I understand that squeezing the dielectric will change the frequency response of the cable. No argument, I have seen it on an o'scope myself. This does not mean the dielectric carries the signal. It means the capacitive reactance of the cable has changed, thereby changing the frequency response.

 

[edfair]

I must admit jumping the gun.

One additional reference is "how things work coaxial cable" which duplicates Greg's description. That there is, in fact, electomagnetic field propogation in the dielectric.

Not to be contradictory, but my next stop is my old trusty ARRL handbook to see what the theory was 50 years ago. And to see what has changed in theory or what I've forgotten.


Ed Fair
Give the wrong symptoms, get the wrong solutions.

 

[diogenes10]

http://www.freepatentsonline.com/5539361.html

In this link, is the last sentence in the second paragraph under background of the invention, useful to this discussion?

 

[edfair]

From the trusty 1958 ARRL Handbook c13 p336 transmission lines:
"In the time of one cycle the energy will travel a distance of one wave length along the line wires. The current at a given instant at any point along the line is result of a voltage that was applied at some earlier instant at the input terminals. Hence the instantaneous amplitude of the current is different at all points in a one-wave-length section of line. In fact, the current flows in opposite directions in the same wire in adjacent half-wavelength sections."
"The result of all this is that the current (and voltage) travels along the wire in a series of waves having a length equal to the velocity of travel divided by the frequency of the a.c. voltage. On an infinetely-long line, or one properly matched at the load, an ammeter inserted anywhere in the line will show the same current, since the ammeter averages out the variation in current during a cycle.It is only when the line is not properly matched that the wave motion becomes apparent."

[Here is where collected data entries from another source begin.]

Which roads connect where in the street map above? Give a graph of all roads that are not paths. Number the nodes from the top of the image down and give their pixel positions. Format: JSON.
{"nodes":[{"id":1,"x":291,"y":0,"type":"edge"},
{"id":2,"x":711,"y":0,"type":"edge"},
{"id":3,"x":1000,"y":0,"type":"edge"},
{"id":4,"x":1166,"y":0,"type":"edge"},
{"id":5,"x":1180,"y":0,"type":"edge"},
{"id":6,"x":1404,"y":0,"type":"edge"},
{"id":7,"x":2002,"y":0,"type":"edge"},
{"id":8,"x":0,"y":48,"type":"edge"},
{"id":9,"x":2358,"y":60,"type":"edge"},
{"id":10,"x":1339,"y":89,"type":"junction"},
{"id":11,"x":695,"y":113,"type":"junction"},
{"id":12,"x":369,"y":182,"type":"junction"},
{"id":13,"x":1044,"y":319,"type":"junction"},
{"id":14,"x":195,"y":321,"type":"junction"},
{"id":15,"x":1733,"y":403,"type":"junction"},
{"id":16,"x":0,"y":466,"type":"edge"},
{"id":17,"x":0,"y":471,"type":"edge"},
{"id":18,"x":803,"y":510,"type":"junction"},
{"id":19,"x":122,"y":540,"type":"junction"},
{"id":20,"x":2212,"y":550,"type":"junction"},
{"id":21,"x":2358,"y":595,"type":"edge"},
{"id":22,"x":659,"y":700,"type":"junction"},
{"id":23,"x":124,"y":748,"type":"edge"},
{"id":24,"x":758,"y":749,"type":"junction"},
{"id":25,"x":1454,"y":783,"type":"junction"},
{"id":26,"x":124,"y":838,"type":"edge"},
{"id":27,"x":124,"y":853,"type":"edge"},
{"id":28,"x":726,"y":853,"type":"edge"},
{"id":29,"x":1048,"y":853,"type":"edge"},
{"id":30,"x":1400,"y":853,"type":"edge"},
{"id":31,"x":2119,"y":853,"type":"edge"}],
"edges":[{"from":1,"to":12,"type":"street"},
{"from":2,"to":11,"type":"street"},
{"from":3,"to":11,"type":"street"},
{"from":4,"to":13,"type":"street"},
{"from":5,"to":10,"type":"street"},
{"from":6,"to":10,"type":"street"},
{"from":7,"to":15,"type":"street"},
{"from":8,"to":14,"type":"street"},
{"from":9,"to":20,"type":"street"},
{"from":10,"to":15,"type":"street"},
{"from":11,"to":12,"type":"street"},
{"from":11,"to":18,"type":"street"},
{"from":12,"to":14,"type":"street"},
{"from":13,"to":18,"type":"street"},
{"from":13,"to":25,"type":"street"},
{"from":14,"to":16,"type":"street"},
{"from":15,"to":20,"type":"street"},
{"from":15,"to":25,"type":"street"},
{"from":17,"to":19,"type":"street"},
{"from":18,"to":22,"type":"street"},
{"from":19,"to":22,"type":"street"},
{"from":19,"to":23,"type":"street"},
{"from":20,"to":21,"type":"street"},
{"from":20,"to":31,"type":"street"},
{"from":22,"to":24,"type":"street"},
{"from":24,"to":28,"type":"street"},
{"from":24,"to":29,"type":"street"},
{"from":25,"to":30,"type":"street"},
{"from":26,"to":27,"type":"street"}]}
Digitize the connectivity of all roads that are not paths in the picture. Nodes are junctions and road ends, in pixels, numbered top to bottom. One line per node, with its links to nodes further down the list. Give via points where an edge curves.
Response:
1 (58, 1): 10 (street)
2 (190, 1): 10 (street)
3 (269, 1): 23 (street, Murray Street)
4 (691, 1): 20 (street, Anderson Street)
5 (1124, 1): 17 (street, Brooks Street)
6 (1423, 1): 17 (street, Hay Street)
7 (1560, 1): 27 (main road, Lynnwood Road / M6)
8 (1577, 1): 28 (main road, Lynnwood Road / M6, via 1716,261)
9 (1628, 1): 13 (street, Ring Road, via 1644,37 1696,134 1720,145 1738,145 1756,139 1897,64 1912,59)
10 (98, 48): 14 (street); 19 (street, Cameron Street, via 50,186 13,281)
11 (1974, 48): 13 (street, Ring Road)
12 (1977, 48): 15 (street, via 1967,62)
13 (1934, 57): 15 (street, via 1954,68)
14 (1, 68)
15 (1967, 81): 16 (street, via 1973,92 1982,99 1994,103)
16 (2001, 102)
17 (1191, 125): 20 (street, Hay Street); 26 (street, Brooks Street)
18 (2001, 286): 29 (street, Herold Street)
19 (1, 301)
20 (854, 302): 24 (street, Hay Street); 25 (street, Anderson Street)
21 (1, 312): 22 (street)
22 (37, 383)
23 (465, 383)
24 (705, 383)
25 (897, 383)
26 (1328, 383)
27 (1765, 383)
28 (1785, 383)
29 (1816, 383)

From this it appears that the current does really reach the far end and that the 2 references are in error. I would propose that somebody perform an experiment and put the last couple of inches of cable hanging through the air and see if the signal gets through. Not having the dielectric in contact with the termination would prove it to everybody's satisfaction.

I may do it with a thinnet section of the houwe network just to satisfy my own curiousity.


Ed Fair
Give the wrong symptoms, get the wrong solutions.

 

[diogenes10]

Wouldn't that just say air instead of foam is the dielectric and the signal is still being carried in the electromagnetic stuff created by the electricity in the wire?

 

[edfair]

Yeah, that is what the test proposes. Or even better is to take the 2 conductors in a 180 degree loop before entering the bnc connector.
It is more to put at rest that the signal is carreid by the dielectric. Gives me an opportunity to disign a test since it is a challange to build it and still have the network work.

Ed Fair
Give the wrong symptoms, get the wrong solutions.

 

[diogenes10]

You just went beyond what little I have been able to understand about this.

What does taking the conductors in a loop do or test?

 

[edfair]

It would eliminate any possibility of any signal propogated from the dielectric finding its way into the bnc connector on a direct path.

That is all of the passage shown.